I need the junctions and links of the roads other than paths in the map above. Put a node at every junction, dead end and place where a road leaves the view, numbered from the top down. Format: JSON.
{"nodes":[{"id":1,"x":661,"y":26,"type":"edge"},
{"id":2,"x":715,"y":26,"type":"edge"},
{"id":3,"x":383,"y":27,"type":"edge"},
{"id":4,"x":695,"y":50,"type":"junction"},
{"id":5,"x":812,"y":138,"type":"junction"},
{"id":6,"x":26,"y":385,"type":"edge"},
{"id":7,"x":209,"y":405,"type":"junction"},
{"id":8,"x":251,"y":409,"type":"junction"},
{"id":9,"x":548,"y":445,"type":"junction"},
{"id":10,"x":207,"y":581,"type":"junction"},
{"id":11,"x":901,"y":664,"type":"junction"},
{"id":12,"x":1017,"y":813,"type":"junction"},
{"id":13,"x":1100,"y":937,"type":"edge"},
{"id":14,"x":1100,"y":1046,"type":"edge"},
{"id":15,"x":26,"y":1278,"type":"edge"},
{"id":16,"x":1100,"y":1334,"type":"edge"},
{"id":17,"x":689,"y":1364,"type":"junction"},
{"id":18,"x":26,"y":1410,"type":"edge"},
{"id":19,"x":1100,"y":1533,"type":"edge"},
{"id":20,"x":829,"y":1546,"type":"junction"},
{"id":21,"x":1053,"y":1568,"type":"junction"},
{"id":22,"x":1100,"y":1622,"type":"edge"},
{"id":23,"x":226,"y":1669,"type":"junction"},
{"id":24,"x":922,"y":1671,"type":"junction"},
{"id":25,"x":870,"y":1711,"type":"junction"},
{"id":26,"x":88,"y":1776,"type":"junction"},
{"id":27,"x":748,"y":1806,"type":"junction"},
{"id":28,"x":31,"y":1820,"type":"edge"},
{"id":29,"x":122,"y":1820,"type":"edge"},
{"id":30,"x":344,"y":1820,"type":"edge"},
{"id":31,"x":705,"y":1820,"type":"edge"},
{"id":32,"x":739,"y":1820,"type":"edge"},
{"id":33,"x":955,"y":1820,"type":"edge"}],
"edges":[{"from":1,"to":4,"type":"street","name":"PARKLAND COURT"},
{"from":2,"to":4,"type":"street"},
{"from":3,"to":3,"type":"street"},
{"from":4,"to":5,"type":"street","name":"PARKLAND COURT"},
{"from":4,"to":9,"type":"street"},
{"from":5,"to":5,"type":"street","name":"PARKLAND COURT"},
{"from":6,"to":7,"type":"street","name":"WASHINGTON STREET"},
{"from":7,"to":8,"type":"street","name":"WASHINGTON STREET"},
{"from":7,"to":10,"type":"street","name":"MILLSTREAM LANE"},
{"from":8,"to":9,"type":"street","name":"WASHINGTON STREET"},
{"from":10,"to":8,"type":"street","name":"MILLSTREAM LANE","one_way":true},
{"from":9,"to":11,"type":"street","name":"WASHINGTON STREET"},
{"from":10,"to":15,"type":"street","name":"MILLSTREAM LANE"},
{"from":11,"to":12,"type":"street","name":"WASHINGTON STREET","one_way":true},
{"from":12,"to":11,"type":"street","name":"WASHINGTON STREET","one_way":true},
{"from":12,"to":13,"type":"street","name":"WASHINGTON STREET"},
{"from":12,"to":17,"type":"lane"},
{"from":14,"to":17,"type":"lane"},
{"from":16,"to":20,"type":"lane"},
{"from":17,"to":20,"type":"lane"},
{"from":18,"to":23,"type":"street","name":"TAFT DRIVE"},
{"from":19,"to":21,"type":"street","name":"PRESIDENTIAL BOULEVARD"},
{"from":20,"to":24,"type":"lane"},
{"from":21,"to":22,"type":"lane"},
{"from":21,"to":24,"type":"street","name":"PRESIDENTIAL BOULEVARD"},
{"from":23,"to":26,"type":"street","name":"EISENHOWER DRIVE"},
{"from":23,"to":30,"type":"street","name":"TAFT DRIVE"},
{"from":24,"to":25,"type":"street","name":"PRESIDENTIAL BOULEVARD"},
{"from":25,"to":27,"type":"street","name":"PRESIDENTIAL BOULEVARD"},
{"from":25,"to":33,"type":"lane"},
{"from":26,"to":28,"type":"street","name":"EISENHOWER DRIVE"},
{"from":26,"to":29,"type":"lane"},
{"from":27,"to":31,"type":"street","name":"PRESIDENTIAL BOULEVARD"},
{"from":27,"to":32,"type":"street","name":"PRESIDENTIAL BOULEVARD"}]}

* * *

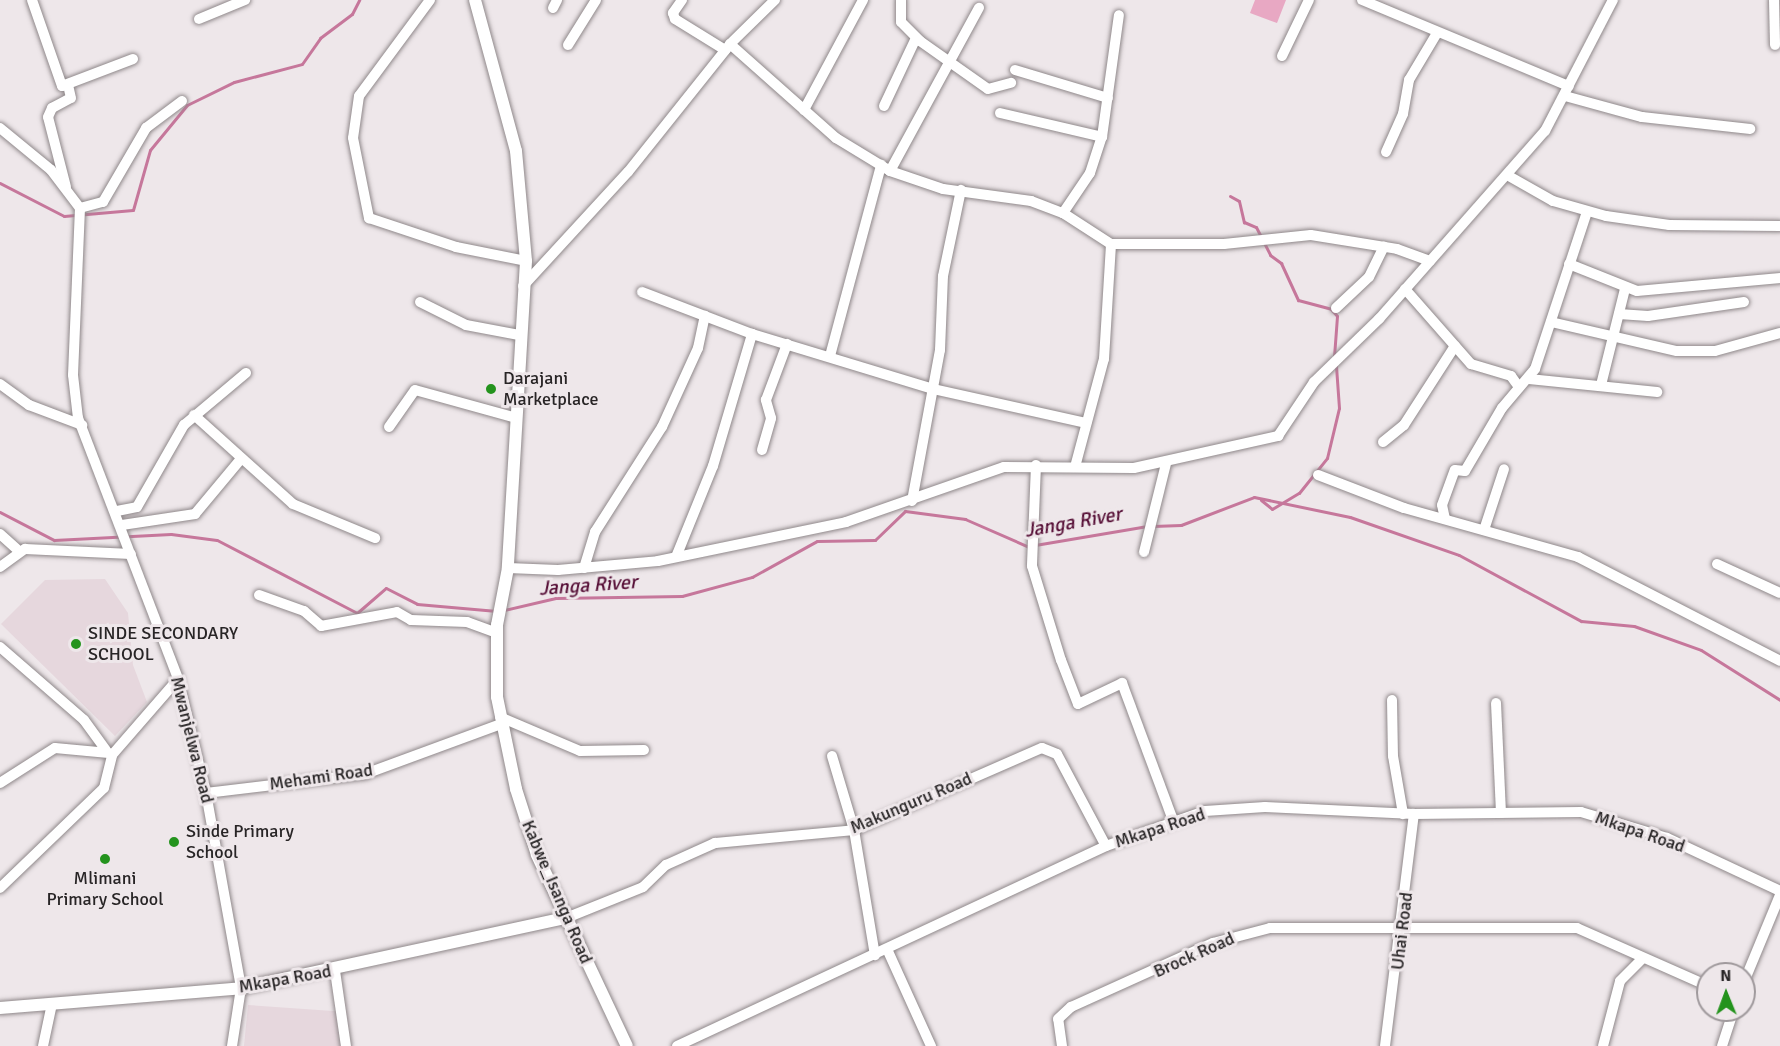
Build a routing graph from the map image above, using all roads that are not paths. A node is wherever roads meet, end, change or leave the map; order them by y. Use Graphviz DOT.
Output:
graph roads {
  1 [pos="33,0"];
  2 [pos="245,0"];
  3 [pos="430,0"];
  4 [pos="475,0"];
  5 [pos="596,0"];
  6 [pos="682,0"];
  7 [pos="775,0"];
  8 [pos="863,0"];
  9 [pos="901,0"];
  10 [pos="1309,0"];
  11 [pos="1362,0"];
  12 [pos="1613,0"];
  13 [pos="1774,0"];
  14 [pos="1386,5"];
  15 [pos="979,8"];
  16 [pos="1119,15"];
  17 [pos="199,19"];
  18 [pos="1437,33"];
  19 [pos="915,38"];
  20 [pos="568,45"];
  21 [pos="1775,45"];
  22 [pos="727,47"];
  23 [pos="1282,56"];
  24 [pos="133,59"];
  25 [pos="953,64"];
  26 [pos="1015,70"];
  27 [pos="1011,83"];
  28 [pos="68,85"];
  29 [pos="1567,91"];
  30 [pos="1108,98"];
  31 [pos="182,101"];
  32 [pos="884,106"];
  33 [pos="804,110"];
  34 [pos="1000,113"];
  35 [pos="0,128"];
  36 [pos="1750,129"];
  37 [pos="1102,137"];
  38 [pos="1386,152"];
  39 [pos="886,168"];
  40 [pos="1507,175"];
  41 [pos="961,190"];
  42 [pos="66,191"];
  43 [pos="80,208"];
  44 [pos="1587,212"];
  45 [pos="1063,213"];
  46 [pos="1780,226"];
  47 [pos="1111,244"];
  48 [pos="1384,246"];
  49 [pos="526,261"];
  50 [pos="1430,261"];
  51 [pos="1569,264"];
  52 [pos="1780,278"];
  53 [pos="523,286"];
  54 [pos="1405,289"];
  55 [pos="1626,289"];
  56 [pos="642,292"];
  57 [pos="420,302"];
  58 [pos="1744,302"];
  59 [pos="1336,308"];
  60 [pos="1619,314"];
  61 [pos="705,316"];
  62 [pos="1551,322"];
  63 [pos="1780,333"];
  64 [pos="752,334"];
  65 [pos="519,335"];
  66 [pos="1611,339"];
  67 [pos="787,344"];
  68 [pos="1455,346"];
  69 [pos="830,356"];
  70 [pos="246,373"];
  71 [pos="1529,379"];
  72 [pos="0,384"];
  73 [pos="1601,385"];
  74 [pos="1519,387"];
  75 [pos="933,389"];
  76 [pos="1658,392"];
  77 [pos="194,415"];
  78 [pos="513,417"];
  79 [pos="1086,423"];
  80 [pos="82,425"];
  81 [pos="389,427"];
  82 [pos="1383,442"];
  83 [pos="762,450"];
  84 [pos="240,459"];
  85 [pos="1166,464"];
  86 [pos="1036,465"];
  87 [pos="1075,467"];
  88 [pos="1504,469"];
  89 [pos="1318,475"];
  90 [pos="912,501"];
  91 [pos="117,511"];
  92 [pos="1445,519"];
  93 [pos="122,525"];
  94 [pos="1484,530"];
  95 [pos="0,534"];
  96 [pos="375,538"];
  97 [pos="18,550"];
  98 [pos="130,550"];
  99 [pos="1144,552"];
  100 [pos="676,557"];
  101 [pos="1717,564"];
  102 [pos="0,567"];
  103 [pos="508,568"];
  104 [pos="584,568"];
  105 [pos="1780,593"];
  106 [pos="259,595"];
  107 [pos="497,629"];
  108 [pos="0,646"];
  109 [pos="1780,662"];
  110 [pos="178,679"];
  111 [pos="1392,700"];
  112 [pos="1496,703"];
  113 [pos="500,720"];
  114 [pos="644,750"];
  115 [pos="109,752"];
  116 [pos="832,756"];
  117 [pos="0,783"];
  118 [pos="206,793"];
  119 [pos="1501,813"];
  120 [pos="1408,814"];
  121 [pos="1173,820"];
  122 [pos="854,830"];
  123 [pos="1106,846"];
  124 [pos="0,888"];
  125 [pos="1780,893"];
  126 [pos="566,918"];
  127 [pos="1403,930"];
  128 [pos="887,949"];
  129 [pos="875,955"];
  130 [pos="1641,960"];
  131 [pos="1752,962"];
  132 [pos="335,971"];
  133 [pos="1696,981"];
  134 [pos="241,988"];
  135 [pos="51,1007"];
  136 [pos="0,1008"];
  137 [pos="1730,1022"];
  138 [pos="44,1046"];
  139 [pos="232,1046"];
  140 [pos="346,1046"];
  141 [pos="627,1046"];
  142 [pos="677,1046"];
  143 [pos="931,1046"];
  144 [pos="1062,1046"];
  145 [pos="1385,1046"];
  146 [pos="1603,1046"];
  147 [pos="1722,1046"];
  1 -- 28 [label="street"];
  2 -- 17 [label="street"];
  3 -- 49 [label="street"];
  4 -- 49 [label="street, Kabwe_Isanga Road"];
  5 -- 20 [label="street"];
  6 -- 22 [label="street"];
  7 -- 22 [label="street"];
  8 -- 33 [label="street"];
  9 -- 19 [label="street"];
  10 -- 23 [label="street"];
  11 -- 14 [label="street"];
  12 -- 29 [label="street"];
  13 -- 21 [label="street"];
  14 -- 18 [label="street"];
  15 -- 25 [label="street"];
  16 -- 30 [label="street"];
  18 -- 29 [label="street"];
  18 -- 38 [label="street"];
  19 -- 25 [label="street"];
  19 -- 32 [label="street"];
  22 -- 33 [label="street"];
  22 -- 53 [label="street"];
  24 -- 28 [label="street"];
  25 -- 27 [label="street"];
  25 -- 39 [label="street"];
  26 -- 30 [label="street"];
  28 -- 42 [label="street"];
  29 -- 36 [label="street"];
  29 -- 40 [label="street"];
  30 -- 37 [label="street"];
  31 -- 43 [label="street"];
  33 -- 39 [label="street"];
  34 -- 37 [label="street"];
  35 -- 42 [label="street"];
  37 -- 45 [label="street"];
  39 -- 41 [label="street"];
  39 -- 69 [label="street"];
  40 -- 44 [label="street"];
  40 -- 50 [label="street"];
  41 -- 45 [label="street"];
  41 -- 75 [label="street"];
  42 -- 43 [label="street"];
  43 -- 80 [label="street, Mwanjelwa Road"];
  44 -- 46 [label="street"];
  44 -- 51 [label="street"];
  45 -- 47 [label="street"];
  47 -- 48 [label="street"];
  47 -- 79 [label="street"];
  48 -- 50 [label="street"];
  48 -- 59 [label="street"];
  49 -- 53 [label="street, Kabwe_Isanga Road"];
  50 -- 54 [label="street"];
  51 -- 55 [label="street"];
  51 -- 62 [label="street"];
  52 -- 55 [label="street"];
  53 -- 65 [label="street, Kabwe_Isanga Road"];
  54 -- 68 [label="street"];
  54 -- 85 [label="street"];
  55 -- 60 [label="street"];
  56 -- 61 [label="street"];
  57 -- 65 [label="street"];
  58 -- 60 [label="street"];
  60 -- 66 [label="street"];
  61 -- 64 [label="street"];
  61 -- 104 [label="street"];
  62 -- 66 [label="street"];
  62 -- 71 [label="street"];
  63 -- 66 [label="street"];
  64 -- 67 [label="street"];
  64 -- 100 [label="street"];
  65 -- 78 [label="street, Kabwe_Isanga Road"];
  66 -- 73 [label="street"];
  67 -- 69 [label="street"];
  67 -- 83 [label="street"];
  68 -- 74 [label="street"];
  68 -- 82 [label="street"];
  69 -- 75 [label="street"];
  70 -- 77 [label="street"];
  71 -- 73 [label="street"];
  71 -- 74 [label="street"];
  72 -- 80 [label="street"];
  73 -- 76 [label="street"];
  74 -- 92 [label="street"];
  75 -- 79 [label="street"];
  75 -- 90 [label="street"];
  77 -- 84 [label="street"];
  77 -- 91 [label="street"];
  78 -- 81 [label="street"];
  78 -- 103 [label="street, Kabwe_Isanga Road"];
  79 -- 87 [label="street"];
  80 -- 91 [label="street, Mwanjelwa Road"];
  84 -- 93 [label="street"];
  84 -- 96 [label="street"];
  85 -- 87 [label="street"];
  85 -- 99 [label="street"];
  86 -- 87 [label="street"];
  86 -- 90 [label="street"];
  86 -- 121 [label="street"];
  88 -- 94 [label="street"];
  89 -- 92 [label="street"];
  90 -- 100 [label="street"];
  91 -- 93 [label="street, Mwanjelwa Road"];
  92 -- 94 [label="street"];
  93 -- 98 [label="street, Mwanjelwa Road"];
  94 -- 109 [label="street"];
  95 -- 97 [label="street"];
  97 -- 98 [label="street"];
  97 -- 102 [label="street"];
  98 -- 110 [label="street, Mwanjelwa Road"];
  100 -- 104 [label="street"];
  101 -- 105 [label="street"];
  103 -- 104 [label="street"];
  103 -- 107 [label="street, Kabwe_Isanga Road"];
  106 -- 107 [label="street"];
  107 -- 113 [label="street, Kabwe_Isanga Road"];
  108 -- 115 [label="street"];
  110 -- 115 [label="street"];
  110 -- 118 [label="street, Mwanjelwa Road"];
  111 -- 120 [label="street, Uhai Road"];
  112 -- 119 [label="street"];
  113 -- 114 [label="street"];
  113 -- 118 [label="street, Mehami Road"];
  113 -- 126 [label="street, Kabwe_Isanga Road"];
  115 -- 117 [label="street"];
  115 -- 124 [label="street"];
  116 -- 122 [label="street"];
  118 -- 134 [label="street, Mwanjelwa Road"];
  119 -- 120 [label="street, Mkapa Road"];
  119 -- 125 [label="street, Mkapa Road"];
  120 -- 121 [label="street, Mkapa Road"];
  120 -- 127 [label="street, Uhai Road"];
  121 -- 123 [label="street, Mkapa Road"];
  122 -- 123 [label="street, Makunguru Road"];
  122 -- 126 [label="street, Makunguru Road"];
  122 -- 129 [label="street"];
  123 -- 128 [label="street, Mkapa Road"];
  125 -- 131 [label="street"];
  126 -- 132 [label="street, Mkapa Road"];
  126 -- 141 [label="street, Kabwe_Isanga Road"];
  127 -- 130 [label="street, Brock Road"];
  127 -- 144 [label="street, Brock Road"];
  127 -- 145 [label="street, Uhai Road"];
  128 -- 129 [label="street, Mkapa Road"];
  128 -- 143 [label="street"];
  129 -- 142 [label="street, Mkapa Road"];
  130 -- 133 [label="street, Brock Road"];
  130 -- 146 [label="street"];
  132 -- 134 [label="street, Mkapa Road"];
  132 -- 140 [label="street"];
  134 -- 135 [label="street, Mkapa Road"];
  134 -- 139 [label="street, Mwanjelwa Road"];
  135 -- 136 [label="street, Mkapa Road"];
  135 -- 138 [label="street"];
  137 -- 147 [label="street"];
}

> What you are asked to do
Copy out the lines of the records above in which the string "PRESIDENTIAL" appears.

> Response area
{"from":19,"to":21,"type":"street","name":"PRESIDENTIAL BOULEVARD"},
{"from":21,"to":24,"type":"street","name":"PRESIDENTIAL BOULEVARD"},
{"from":24,"to":25,"type":"street","name":"PRESIDENTIAL BOULEVARD"},
{"from":25,"to":27,"type":"street","name":"PRESIDENTIAL BOULEVARD"},
{"from":27,"to":31,"type":"street","name":"PRESIDENTIAL BOULEVARD"},
{"from":27,"to":32,"type":"street","name":"PRESIDENTIAL BOULEVARD"}]}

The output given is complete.